The Law 2016-1917 of December 29, 2016 (the 2017 Finance Act) revised the free-shares legal regime freshly amended by the so-called Law Macron of August 6, 2015, more specifically the tax and social regimes applicable to the advantage obtained by the employee from the free grant of the shares by the company (i.e. the acquisition gain).
The present publication aims at outlining the modifications introduced by the 2017 Finance Act which will apply to free-shares whose granting is authorized by a decision of the extraordinary shareholders’ meeting held as from December 31, 2016 (to the extent that the free-shares grant complies with the eligibility conditions set forth in the Commercial Code and the employer satisfies to its obligations required by the Social Security Code).
As a reminder, the acquisition gain is equal to the value of the shares at the date they are definitely granted to the employee (i.e. at the expiry of the vesting period, the vesting date).

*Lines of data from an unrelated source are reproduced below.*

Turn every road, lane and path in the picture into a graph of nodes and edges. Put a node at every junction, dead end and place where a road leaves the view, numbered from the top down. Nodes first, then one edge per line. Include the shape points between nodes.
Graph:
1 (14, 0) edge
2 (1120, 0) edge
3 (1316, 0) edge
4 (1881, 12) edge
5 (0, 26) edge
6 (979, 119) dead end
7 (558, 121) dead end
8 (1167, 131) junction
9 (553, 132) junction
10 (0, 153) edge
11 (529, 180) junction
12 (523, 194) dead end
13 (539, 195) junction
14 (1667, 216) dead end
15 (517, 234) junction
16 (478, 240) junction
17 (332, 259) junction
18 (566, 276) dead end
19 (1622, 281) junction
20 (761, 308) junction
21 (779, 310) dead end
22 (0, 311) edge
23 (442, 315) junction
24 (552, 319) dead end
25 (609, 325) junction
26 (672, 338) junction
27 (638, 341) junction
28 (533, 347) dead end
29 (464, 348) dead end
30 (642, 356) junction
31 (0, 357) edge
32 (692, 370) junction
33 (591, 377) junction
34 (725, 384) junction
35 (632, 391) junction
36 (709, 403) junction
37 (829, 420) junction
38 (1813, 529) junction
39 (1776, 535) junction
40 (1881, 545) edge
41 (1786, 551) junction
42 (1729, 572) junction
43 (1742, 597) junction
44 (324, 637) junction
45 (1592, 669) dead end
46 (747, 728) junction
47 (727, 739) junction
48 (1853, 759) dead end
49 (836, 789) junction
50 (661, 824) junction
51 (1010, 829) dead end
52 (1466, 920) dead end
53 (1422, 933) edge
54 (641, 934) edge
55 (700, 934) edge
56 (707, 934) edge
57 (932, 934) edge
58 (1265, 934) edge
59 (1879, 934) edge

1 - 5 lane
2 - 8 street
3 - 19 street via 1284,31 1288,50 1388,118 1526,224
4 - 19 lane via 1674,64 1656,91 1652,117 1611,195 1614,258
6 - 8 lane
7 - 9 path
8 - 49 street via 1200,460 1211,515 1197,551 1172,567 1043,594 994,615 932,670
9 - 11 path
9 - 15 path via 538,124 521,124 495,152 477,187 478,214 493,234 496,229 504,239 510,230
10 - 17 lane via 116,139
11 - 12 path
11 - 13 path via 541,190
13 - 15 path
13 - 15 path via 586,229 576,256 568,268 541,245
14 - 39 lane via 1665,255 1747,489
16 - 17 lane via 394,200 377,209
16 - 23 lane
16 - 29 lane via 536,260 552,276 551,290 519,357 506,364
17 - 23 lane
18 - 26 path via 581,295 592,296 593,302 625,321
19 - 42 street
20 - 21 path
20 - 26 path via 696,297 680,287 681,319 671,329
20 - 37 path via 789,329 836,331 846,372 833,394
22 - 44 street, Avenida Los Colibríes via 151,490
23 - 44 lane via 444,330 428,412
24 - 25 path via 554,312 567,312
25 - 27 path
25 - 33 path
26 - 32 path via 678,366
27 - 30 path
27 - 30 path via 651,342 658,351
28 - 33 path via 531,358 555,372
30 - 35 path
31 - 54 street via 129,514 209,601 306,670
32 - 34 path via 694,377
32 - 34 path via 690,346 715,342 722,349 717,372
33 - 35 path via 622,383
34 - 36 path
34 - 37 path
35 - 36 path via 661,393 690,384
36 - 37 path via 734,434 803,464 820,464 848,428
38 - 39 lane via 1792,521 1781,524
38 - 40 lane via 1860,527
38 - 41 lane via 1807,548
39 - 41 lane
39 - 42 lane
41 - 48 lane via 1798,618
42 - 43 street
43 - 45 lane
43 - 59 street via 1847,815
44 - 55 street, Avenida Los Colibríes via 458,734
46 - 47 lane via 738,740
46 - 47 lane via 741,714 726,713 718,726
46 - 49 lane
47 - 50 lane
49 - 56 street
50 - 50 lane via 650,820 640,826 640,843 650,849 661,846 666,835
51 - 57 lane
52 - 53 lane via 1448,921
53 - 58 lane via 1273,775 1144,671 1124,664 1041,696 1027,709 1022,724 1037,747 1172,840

As long as the eligibility conditions are met and the employer’s obligations are satisfied, the acquisition gain is subject to income tax and social charges (CSG, CRDS and additional levies as the case may be), triggered upon the disposal, lease, or conversion to bearer of the shares by the employee as further described. Moreover, the acquisition gain is exempted from social security contributions. It is nevertheless subject to a specific employer social contribution, based on the value of the shares at the vesting date, which is due the month following the vesting date (unless specific exemption applies). Further developments concern the specific employee social contribution which has been reintroduced by the 2017 Finance Act.

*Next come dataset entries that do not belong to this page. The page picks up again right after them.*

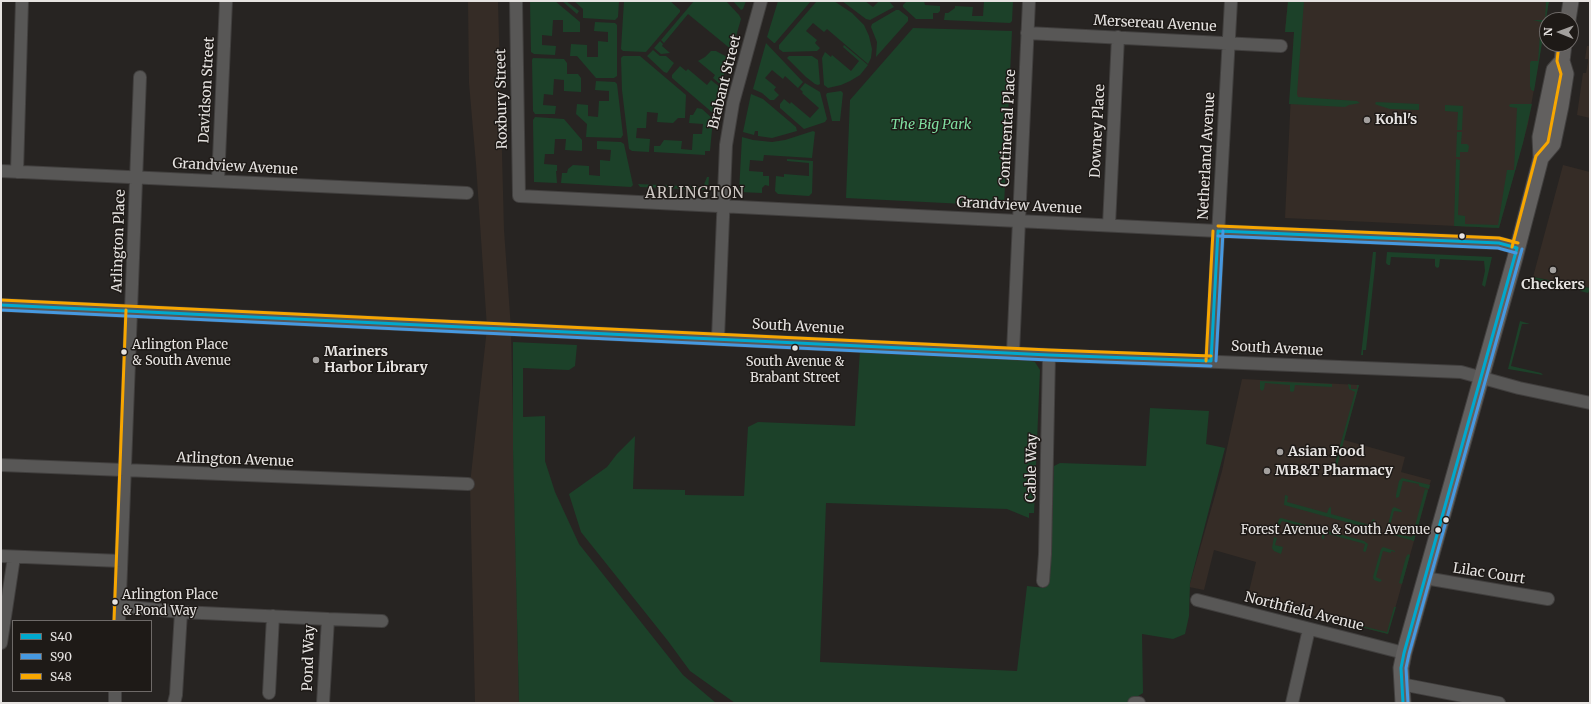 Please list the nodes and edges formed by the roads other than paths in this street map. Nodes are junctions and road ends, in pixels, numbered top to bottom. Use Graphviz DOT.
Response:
graph roads {
  1 [pos="22,1"];
  2 [pos="226,1"];
  3 [pos="516,1"];
  4 [pos="761,1"];
  5 [pos="1029,1"];
  6 [pos="1231,1"];
  7 [pos="1571,1"];
  8 [pos="1569,12"];
  9 [pos="1028,33"];
  10 [pos="1118,37"];
  11 [pos="1228,43"];
  12 [pos="1281,46"];
  13 [pos="1563,52"];
  14 [pos="140,78"];
  15 [pos="1,171"];
  16 [pos="17,172"];
  17 [pos="136,177"];
  18 [pos="218,181"];
  19 [pos="467,193"];
  20 [pos="519,196"];
  21 [pos="723,206"];
  22 [pos="1019,221"];
  23 [pos="1109,225"];
  24 [pos="1218,231"];
  25 [pos="1517,248"];
  26 [pos="1,304"];
  27 [pos="131,310"];
  28 [pos="718,338"];
  29 [pos="1014,352"];
  30 [pos="1049,354"];
  31 [pos="1212,361"];
  32 [pos="1481,378"];
  33 [pos="1590,403"];
  34 [pos="1,465"];
  35 [pos="124,471"];
  36 [pos="468,484"];
  37 [pos="1,556"];
  38 [pos="14,557"];
  39 [pos="121,561"];
  40 [pos="1425,578"];
  41 [pos="1043,581"];
  42 [pos="1548,599"];
  43 [pos="1197,600"];
  44 [pos="119,606"];
  45 [pos="181,612"];
  46 [pos="273,616"];
  47 [pos="328,619"];
  48 [pos="119,620"];
  49 [pos="382,620"];
  50 [pos="1309,629"];
  51 [pos="1,643"];
  52 [pos="1404,653"];
  53 [pos="1401,684"];
  54 [pos="115,692"];
  55 [pos="269,693"];
  56 [pos="115,703"];
  57 [pos="174,703"];
  58 [pos="323,703"];
  59 [pos="1134,703"];
  60 [pos="1139,703"];
  61 [pos="1292,703"];
  62 [pos="1402,703"];
  63 [pos="1499,703"];
  1 -- 16 [label="street"];
  2 -- 18 [label="street, Davidson Street"];
  3 -- 20 [label="street, Roxbury Street"];
  4 -- 21 [label="street, Brabant Street"];
  5 -- 9 [label="street, Continental Place"];
  6 -- 11 [label="street, Netherland Avenue"];
  7 -- 8 [label="main road"];
  9 -- 10 [label="street, Mersereau Avenue"];
  9 -- 22 [label="street, Continental Place"];
  10 -- 11 [label="street, Mersereau Avenue"];
  10 -- 23 [label="street, Downey Place"];
  11 -- 12 [label="street, Mersereau Avenue"];
  11 -- 24 [label="street, Netherland Avenue"];
  13 -- 25 [label="main road"];
  14 -- 17 [label="street, Arlington Place"];
  15 -- 16 [label="street, Grandview Avenue"];
  16 -- 17 [label="street, Grandview Avenue"];
  17 -- 18 [label="street, Grandview Avenue"];
  17 -- 27 [label="street, Arlington Place"];
  18 -- 19 [label="street, Grandview Avenue"];
  20 -- 21 [label="street, Grandview Avenue"];
  21 -- 22 [label="street, Grandview Avenue"];
  21 -- 28 [label="street, Brabant Street"];
  22 -- 23 [label="street, Grandview Avenue"];
  22 -- 29 [label="street, Continental Place"];
  23 -- 24 [label="street, Grandview Avenue"];
  24 -- 25 [label="street, Grandview Avenue"];
  24 -- 31 [label="street, Netherland Avenue"];
  25 -- 32 [label="main road"];
  26 -- 27 [label="street, South Avenue"];
  27 -- 28 [label="street, South Avenue"];
  27 -- 35 [label="street, Arlington Place"];
  28 -- 29 [label="street, South Avenue"];
  29 -- 30 [label="street, South Avenue"];
  30 -- 31 [label="street, South Avenue"];
  30 -- 41 [label="street, Cable Way"];
  31 -- 32 [label="street, South Avenue"];
  32 -- 33 [label="street, South Avenue"];
  32 -- 40 [label="main road"];
  34 -- 35 [label="street, Arlington Avenue"];
  35 -- 36 [label="street, Arlington Avenue"];
  35 -- 39 [label="street, Arlington Place"];
  37 -- 38 [label="street"];
  38 -- 39 [label="street"];
  38 -- 51 [label="street"];
  39 -- 44 [label="street, Arlington Place"];
  40 -- 42 [label="street, Lilac Court"];
  40 -- 52 [label="main road"];
  43 -- 50 [label="street, Northfield Avenue"];
  44 -- 45 [label="street, Pond Way"];
  44 -- 48 [label="street, Arlington Place"];
  45 -- 46 [label="street, Pond Way"];
  45 -- 57 [label="street"];
  46 -- 47 [label="street, Pond Way"];
  46 -- 55 [label="street"];
  47 -- 49 [label="street"];
  47 -- 58 [label="street, Pond Way"];
  50 -- 52 [label="street, Northfield Avenue"];
  50 -- 61 [label="street"];
  52 -- 53 [label="main road"];
  53 -- 62 [label="main road"];
  53 -- 63 [label="street"];
  54 -- 56 [label="street"];
  59 -- 60 [label="street"];
}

It being said, the 2017 Finance Act provides for an annual limit of 300,000 € leading to the application of different tax and social regimes for the acquisition gain which remains within such limit and the acquisition gain which exceeds it.

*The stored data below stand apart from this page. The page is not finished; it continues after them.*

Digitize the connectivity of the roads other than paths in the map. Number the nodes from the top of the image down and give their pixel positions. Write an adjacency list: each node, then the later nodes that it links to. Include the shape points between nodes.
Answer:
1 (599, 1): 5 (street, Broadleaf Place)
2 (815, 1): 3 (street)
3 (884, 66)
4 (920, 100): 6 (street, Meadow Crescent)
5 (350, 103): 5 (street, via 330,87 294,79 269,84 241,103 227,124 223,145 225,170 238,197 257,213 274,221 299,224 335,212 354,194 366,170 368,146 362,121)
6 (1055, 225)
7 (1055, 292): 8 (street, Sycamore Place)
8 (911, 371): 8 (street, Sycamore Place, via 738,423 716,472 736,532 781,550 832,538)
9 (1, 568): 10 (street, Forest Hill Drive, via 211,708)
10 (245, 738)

The current tax and social regimes applicable to free-shares whose granting is authorized by a decision of the extraordinary shareholders’ meeting held as from August 8, 2015 mostly continue to apply to the portion of the acquisition gain which remains within the annual limit of 300,000 €. Within the year of a triggering event, it is therefore subject to:
- capital gain tax treatment at progressive income tax rate with the benefit of tax allowances based on the duration of the holding period starting upon vesting (it being specified that the advantage remains regarded as a salary);
- CSG and CRDS, together with additional levies, on investment income at a global rate of 15.5%.
The portion of the acquisition gain exceeding the annual limit of 300,000 € is now subject to:
- common salary tax treatment at progressive income tax rate without any tax allowance based on the duration of the holding period or the lump sum professional expense deduction of 1.75%;
- CSG and CRDS on work income at the respective rates of 7.50% and 0.50%, and,
- the specific employee social contribution at a rate of 10%, which is also triggered upon disposal, lease or conversion to bearer of the shares.
Furthermore, whatever the amount of the acquisition gain is (i.e. under or above 300K€), the rate of the specific employer social contribution is increased by the 2017 Finance Act from 20% to 30%.